Ses baguettes (tradition et à l’ancienne) restent des produits que j’apprécie et achète de temps en temps.
Un boulanger qui préfère faire du blé plutôt que du pain, il fallait la trouver, je la garde, merci 😉
Il me semble etre indiqué sur l’affiche que la boutique allait etre refaite trés prochainement !!!!!!!!! j’ai personnellement gouté le longuet qui a beaucoup de saveur et ou la responsable m’a indiqué qu’il avait plus de 24 h de fermentation, j’ai plutot l’impression que nous parlons d’artisanat!!!!!!!!!!!! Je trouve la demarche de Mr Lalos assez interessante lorsqu’il dit qu’il faut aller au devant des consommateurs afin de leur parler de la boulangerie et de leurs envies.
j’y suis allé un dimanche, leur tradition était parfaite, le seul soucis à noter, plus d’un quart d’heure d’attente tellement il y avait de monde !!!!!!!!!!!!!!!
Pour info, la boutique a, en effet, était refaite par une des étoiles montantes (et pas filantes) de la scène du design d’intérieur Laura Gonzalez (qui a à son compteur la rénovation du Bus Palladium, du Régine ou encore du Schmuck, bonjour la carte de visite). Autant dire qu’il est vivement conseillé de retourner faire un tour dans la première boutique Lalos à Paris. Un flagship qui met l’univers vintage chic de Gonzalez au service des produits de Lalos. Le carrelage en damier est juste parfait ! Les produits devront alors être à la hauteur de la nouvelle boutique, ce qui devrait être possible, pour la boulangerie parisienne qui fournit le plus de restaurants étoilés.

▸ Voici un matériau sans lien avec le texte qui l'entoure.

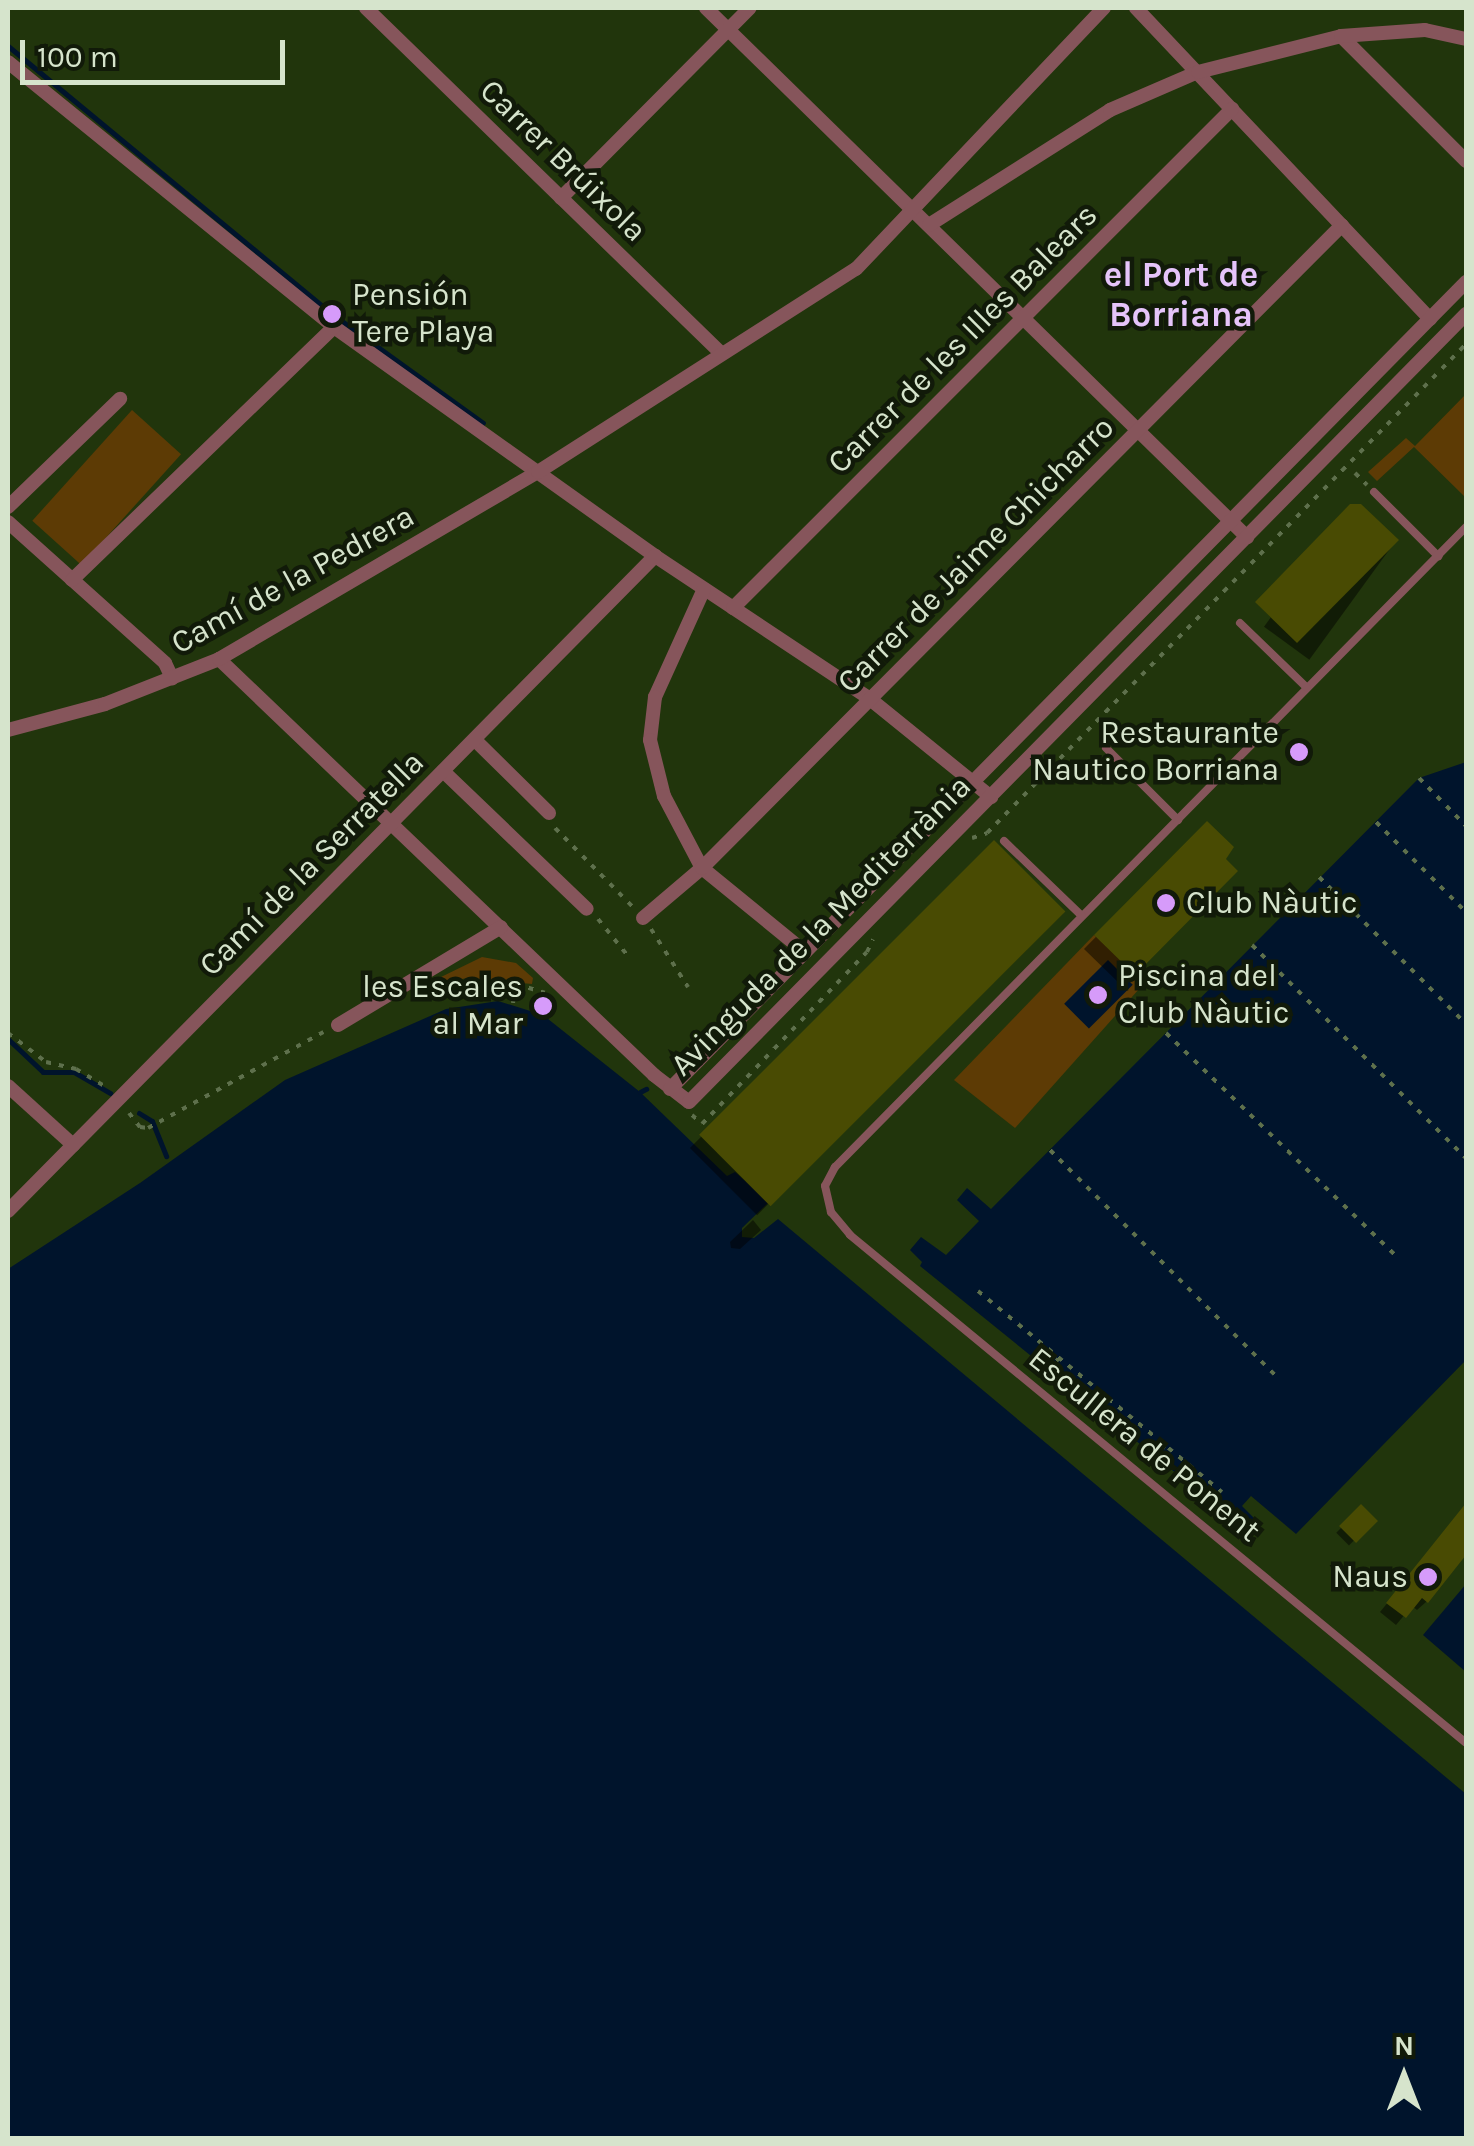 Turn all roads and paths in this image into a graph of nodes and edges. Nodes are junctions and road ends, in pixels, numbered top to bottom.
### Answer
1 (366, 8) edge
2 (706, 8) edge
3 (750, 8) edge
4 (1104, 8) edge
5 (1136, 8) edge
6 (729, 29) junction
7 (1341, 36) junction
8 (1466, 39) edge
9 (8, 62) edge
10 (1198, 72) junction
11 (1232, 108) junction
12 (1466, 161) edge
13 (561, 198) junction
14 (914, 211) junction
15 (929, 226) junction
16 (1342, 226) junction
17 (1466, 282) edge
18 (1466, 314) edge
19 (1024, 318) junction
20 (1430, 319) junction
21 (334, 326) junction
22 (1466, 344) edge
23 (722, 354) junction
24 (120, 400) dead end
25 (1138, 430) junction
26 (538, 472) junction
27 (1374, 492) dead end
28 (8, 507) edge
29 (1232, 521) junction
30 (8, 522) edge
31 (1466, 528) edge
32 (1247, 536) junction
33 (655, 556) junction
34 (1438, 556) junction
35 (72, 580) junction
36 (704, 589) junction
37 (733, 608) junction
38 (1240, 623) dead end
39 (219, 659) junction
40 (172, 678) junction
41 (1307, 688) junction
42 (870, 699) junction
43 (8, 730) edge
44 (475, 740) junction
45 (1106, 748) dead end
46 (443, 771) junction
47 (1418, 778) dead end
48 (974, 783) junction
49 (992, 797) junction
50 (549, 813) joint
51 (1178, 820) junction
52 (1376, 822) dead end
53 (390, 824) junction
54 (1466, 826) edge
55 (1004, 841) dead end
56 (959, 842) dead end
57 (702, 868) junction
58 (1319, 877) dead end
59 (587, 910) joint
60 (1466, 912) edge
61 (1082, 916) junction
62 (644, 918) junction
63 (879, 925) dead end
64 (501, 927) junction
65 (1252, 944) dead end
66 (805, 952) junction
67 (628, 956) dead end
68 (478, 982) junction
69 (516, 984) junction
70 (688, 987) dead end
71 (552, 996) junction
72 (414, 999) dead end
73 (478, 1002) dead end
74 (513, 1003) dead end
75 (563, 1004) dead end
76 (543, 1015) dead end
77 (1466, 1024) edge
78 (338, 1025) joint
79 (8, 1033) edge
80 (1166, 1033) dead end
81 (8, 1086) edge
82 (670, 1089) junction
83 (118, 1099) junction
84 (689, 1112) dead end
85 (73, 1145) junction
86 (1050, 1150) dead end
87 (1466, 1158) edge
88 (8, 1212) edge
89 (1395, 1256) dead end
90 (978, 1291) dead end
91 (1059, 1359) junction
92 (1048, 1371) dead end
93 (1278, 1378) dead end
94 (1164, 1446) junction
95 (1155, 1459) dead end
96 (1222, 1492) dead end
97 (1466, 1743) edge

1 - 13 street, Carrer Brúixola
2 - 6 street
3 - 6 street
4 - 14 street, Camí de la Pedrera
5 - 10 street
6 - 13 street
6 - 14 street
7 - 8 street
7 - 10 street
7 - 12 street
9 - 21 street
10 - 11 street
10 - 15 street
11 - 16 street
11 - 19 street, Carrer de les Illes Balears
13 - 23 street, Carrer Brúixola
14 - 15 street
14 - 23 street, Camí de la Pedrera
15 - 19 street
16 - 20 street
16 - 25 street, Carrer de Jaime Chicharro
17 - 20 street, Avinguda de la Mediterrània
18 - 32 street, Avinguda de la Mediterrània
19 - 25 street
19 - 37 street, Carrer de les Illes Balears
20 - 29 street, Avinguda de la Mediterrània
21 - 26 street
21 - 35 street
22 - 56 path
23 - 26 street, Camí de la Pedrera
24 - 28 street
25 - 29 street
25 - 42 street, Carrer de Jaime Chicharro
26 - 33 street
26 - 39 street, Camí de la Pedrera
27 - 34 lane
29 - 32 street
29 - 48 street, Avinguda de la Mediterrània
30 - 35 street
31 - 34 lane
32 - 49 street, Avinguda de la Mediterrània
33 - 36 street
33 - 44 street, Camí de la Serratella
34 - 41 lane
35 - 40 street
36 - 37 street
36 - 57 street
37 - 42 street
38 - 41 lane
39 - 40 street, Camí de la Pedrera
39 - 53 street
40 - 43 street, Camí de la Pedrera
41 - 51 lane
42 - 48 street
42 - 57 street, Carrer de Jaime Chicharro
44 - 46 street, Camí de la Serratella
44 - 50 street
45 - 51 lane
46 - 53 street, Camí de la Serratella
46 - 59 street
47 - 54 path
48 - 49 street
48 - 66 street, Avinguda de la Mediterrània
49 - 82 street, Avinguda de la Mediterrània
50 - 62 path
51 - 61 lane
52 - 60 path
53 - 64 street
53 - 83 street, Camí de la Serratella
55 - 61 lane
57 - 62 street, Carrer de Jaime Chicharro
57 - 66 street
58 - 77 path
59 - 67 path
61 - 97 lane, Escullera de Ponent
62 - 70 path
63 - 84 path
64 - 78 street
64 - 82 street
65 - 87 path
66 - 82 street, Avinguda de la Mediterrània
68 - 69 path
68 - 72 path
68 - 73 path
69 - 71 path
69 - 74 path
71 - 75 path
71 - 76 path
78 - 83 path
79 - 83 path
80 - 89 path
81 - 85 street
83 - 85 street, Camí de la Serratella
85 - 88 street, Camí de la Serratella
86 - 93 path
90 - 91 path
91 - 92 path
91 - 94 path
94 - 95 path
94 - 96 path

Par ailleurs, j’ai eu la chance de rencontrer Frédéric Lalos qui bien loin de vouloir faire « plus de blé que de pain » (elle est pas mal), est un véritable passioné. Passioné qui n’hésite pas à transmettre son savoir faire, avec l’envie que l’artisanat et le goût du bon pain perdure. Certes certains procédés ou partenariats peuvent faire sourire, mais afin de se faire connaître du « grand public » et de donner un visibilité à la « marque » Lalos, il faut ce qu’il faut ! Certains investisseurs ne s’y sont pas trompés puisque les deux premiers points de vente Lalos se trouvent à Tawain et au Japon. De quoi permettre au savoir faire français de s’étendre hors de l’hexagone et de faire du reste du monde le quartier du pain !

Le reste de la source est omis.